Para Muriel (2006) e Machado (2008), a resistência e o comprometimento das pessoas é um dos principais fatores limitantes ao processo de implantação de qualquer plano, em qualquer instituição. Muriel (2006) garante que boa parte da resistência das pessoas não está diretamente ligada ao planejamento, mas sim, às mudanças que o processo impõe. Para isso, Machado (2008) sugere o envolvimento, especialmente, dos gestores em todo processo de construção e elaboração dos planos estratégicos. Dessa forma, buscando o envolvimento dos indivíduos com o processo.
Outro ponto observado pelos autores refere-se à estrutura organizacional. Segundo Pereira e Kich (2011) e Muriel (2006), nas instituições universitárias, as estruturas não favorecem a implantação de estratégias, tendo em vista, a complexidade estrutural destas instituições, que apresentam níveis de poder, não evidenciadas no organograma formal da instituição, que contribui para a centralização em linhas específicas da hierárquica (PEREIRA; KICH, 2011; MURIEL, 2006).
Da mesma maneira, em seu estudo, Segenreich (2005) percebe o quão desafiador é coordenar a construção e implantação de um PDI, sendo que as dificuldades se apresentam em dois níveis: institucional e de políticas públicas. No primeiro, a autora, constata que o formato apresentado pelo MEC às instituições não leva em consideração a
complexa cultura da universidade (SEGENREICH, 2005). Construir um plano participativo, dentro duma instituição universitária, requer esforços de todos os envolvidos no processo da gestão, o que nem sempre é possível, tendo em vista, a variação do comprometimento individual de cada membro com a instituição (SEGENREICH, 2005).
Por outro lado, a percepção dos gestores universitários é de que o PDI não passa de um pacote governamental, configurando-se em ferramenta de poder, do governo junto às IES. Portanto, para haver a eficiência do PDI, como ferramenta de gestão, faz-se necessário que a instituição vislumbre o plano como um processo de avaliação institucional que apresentará indicadores internos e externos para melhoria dos níveis de qualidade do ensino superior (SEGENREICH, 2005).
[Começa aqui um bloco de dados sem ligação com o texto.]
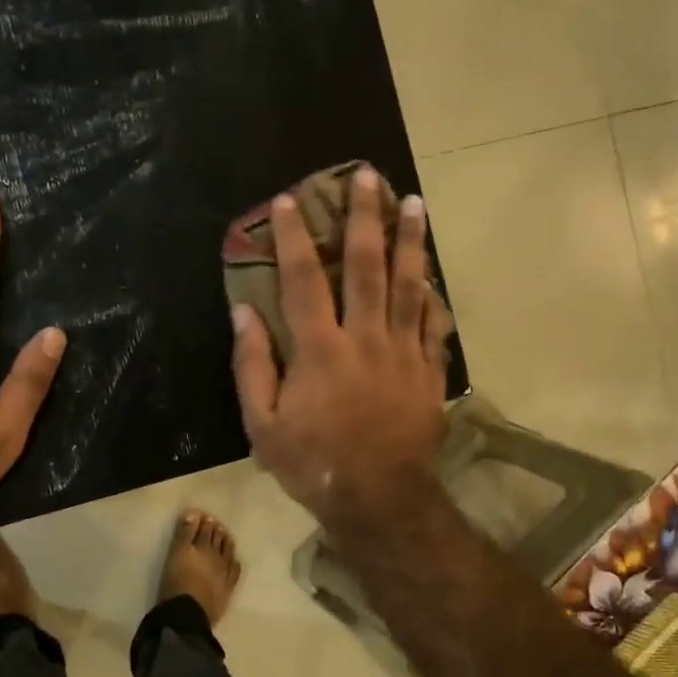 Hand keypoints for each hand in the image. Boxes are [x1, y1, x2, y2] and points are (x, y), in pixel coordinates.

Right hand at [231, 166, 450, 530]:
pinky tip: (432, 273)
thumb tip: (243, 313)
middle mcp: (365, 338)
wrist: (379, 499)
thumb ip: (252, 366)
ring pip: (409, 284)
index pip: (302, 280)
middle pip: (365, 266)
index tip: (289, 200)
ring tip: (413, 203)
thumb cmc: (313, 464)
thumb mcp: (263, 425)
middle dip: (364, 217)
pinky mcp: (428, 371)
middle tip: (368, 177)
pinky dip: (432, 295)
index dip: (293, 237)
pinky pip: (433, 323)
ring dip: (410, 241)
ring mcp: (403, 352)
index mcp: (320, 350)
3 PROCEDIMENTOS METODOLÓGICOS
O terceiro capítulo deste trabalho, que discorre sobre os procedimentos metodológicos necessários para o desenvolvimento da pesquisa, concentra-se na definição do tipo e a natureza do estudo, da determinação do universo e dos sujeitos da pesquisa, na caracterização das técnicas de coletas de dados e das técnicas para análise dos dados coletados, e, finalmente, relatam-se as limitações do estudo. Para facilitar uma visão geral das escolhas feitas em nível metodológico para o estudo atual, traz-se, ainda, neste capítulo, um quadro- resumo (quadro 6) do seu conteúdo.